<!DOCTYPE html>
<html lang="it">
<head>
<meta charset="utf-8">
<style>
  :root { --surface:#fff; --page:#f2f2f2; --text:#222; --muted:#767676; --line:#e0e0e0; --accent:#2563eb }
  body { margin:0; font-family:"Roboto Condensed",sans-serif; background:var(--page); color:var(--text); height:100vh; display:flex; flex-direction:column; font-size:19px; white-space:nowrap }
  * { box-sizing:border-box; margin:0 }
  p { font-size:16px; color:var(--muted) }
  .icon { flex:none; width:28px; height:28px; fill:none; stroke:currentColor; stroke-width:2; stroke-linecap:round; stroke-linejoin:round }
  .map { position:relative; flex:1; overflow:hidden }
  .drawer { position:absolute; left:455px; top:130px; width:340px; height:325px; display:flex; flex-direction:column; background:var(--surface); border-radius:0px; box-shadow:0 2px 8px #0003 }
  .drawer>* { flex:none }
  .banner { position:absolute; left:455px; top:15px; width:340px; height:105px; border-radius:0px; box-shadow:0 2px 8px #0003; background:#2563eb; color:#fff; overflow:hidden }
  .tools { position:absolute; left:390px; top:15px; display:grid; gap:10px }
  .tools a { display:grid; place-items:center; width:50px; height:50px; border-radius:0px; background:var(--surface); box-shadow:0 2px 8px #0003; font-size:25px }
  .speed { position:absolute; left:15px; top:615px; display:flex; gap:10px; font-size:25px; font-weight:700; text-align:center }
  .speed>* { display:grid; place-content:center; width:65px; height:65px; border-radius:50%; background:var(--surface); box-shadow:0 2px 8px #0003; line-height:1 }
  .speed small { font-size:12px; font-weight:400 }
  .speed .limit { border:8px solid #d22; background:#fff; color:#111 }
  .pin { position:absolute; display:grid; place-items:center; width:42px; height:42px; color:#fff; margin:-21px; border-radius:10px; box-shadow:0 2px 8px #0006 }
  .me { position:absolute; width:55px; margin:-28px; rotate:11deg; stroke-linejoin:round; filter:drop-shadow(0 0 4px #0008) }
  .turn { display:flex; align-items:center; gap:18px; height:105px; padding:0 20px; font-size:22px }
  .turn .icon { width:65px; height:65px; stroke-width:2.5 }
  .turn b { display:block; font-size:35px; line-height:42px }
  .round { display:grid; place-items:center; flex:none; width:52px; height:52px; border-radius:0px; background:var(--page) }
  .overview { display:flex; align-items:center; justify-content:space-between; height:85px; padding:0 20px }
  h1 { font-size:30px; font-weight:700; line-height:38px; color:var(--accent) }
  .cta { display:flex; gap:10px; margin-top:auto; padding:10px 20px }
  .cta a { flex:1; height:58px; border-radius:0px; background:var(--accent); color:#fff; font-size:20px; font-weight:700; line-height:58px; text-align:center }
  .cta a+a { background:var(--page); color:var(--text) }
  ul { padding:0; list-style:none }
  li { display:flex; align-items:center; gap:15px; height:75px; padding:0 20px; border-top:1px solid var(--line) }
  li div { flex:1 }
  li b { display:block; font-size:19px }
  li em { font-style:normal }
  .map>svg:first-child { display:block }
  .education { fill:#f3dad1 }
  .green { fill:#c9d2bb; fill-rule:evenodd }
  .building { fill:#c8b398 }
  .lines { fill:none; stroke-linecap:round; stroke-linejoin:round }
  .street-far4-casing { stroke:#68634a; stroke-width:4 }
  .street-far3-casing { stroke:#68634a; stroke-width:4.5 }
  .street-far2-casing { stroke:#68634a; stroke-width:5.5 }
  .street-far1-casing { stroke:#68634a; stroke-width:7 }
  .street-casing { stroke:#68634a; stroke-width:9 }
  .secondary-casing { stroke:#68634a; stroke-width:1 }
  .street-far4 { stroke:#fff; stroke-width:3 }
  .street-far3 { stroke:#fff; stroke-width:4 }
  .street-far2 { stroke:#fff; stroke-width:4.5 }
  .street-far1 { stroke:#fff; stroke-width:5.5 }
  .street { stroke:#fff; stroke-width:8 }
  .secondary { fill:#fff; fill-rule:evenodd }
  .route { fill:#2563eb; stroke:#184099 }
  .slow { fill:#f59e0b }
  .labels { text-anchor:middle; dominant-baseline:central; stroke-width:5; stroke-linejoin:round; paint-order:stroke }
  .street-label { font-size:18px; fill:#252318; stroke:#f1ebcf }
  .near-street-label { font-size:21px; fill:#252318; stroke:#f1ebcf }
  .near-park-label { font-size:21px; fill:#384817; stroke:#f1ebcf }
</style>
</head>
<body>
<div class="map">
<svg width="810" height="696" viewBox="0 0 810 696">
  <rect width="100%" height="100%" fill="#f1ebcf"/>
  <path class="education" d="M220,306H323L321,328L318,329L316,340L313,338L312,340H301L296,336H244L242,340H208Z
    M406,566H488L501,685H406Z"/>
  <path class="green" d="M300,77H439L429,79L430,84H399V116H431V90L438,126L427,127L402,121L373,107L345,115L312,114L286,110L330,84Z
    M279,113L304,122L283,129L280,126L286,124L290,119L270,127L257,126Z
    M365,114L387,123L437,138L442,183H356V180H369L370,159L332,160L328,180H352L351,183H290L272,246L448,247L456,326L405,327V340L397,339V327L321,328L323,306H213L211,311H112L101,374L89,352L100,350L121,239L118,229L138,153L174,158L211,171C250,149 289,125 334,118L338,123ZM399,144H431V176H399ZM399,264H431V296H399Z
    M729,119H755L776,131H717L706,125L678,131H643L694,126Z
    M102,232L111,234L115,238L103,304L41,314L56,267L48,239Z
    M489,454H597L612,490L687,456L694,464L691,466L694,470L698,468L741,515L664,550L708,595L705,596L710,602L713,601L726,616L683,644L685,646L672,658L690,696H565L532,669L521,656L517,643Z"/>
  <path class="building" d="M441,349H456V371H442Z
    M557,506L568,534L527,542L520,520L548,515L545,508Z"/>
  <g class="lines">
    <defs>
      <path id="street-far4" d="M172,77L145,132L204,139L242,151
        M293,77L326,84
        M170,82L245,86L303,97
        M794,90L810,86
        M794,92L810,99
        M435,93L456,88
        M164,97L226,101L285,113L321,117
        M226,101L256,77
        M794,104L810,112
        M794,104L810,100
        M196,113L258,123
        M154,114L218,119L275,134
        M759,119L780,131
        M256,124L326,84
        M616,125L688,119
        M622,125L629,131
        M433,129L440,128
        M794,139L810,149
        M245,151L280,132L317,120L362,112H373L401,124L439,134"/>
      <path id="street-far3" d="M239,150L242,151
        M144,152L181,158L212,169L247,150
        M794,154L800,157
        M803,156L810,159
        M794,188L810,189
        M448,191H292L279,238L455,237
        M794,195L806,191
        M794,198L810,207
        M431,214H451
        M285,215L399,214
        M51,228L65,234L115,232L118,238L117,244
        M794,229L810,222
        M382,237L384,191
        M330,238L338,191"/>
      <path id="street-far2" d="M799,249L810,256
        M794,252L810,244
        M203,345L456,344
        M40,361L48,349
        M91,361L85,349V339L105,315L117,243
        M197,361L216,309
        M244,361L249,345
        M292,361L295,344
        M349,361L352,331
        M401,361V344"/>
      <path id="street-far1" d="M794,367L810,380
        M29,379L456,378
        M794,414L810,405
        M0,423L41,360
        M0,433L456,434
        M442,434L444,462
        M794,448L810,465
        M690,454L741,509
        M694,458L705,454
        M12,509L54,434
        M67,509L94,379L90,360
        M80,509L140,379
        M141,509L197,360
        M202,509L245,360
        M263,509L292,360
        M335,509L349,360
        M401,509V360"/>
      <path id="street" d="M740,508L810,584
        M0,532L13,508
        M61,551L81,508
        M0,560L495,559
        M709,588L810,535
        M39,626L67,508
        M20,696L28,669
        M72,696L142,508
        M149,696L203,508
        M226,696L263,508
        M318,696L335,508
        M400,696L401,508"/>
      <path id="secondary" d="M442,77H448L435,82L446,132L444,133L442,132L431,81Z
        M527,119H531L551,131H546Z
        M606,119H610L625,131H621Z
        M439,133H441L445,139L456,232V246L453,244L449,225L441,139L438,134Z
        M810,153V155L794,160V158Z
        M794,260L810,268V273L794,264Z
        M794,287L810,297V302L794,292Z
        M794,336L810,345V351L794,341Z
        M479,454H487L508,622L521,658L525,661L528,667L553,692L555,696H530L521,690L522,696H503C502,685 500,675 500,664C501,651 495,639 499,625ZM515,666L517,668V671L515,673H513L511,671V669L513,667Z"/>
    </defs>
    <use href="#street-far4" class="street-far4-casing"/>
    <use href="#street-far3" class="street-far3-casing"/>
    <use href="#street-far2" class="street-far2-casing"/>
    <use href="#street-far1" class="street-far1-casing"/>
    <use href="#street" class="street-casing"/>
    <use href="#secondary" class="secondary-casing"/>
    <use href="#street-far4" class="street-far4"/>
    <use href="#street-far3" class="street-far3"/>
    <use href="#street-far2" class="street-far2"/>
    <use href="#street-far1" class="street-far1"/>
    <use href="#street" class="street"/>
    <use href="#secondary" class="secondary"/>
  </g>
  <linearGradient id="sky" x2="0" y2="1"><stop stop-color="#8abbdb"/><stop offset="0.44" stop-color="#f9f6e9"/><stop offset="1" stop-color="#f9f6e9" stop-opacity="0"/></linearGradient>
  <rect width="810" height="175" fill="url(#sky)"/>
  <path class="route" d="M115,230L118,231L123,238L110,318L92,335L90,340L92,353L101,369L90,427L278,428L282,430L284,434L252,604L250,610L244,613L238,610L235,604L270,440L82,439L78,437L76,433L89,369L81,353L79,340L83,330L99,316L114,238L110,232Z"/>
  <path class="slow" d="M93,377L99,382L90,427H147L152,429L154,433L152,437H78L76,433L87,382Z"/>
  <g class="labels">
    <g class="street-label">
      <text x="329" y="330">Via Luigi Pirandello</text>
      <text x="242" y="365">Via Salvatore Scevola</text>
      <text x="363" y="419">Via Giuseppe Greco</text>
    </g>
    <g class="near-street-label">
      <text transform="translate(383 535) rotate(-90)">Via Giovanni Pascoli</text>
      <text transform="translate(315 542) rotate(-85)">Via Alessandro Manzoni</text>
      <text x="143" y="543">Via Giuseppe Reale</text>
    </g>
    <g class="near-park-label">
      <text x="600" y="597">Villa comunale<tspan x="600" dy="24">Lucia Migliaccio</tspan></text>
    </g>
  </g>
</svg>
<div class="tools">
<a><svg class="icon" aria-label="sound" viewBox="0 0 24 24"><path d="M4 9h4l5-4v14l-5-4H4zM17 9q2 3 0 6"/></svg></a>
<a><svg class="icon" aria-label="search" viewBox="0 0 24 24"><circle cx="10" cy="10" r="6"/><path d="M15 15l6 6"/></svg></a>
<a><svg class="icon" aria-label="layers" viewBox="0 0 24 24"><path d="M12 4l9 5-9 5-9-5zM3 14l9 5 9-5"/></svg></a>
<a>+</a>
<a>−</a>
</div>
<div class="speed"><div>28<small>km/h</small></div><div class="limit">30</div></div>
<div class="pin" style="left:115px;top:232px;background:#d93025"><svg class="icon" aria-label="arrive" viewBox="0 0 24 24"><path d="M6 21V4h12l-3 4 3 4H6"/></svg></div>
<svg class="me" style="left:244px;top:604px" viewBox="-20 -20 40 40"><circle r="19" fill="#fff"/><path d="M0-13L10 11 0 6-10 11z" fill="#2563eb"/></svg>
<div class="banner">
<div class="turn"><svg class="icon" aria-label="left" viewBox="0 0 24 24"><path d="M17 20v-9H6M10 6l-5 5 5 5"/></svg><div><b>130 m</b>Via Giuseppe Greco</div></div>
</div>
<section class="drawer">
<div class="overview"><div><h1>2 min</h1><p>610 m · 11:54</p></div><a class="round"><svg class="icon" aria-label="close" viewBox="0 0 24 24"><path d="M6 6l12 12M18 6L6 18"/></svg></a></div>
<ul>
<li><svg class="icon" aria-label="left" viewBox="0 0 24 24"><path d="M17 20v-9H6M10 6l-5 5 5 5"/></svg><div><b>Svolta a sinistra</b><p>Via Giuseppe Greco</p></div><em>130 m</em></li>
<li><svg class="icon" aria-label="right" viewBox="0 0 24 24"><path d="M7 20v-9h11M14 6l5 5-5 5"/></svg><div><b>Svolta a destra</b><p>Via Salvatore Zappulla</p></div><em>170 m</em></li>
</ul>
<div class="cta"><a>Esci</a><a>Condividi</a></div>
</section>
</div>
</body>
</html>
+++
- Required work -
In the records, locate each line holding the string "limit" and copy it.

- Solution below -
  .speed .limit { border:8px solid #d22; background:#fff; color:#111 }
<div class="speed"><div>28<small>km/h</small></div><div class="limit">30</div></div>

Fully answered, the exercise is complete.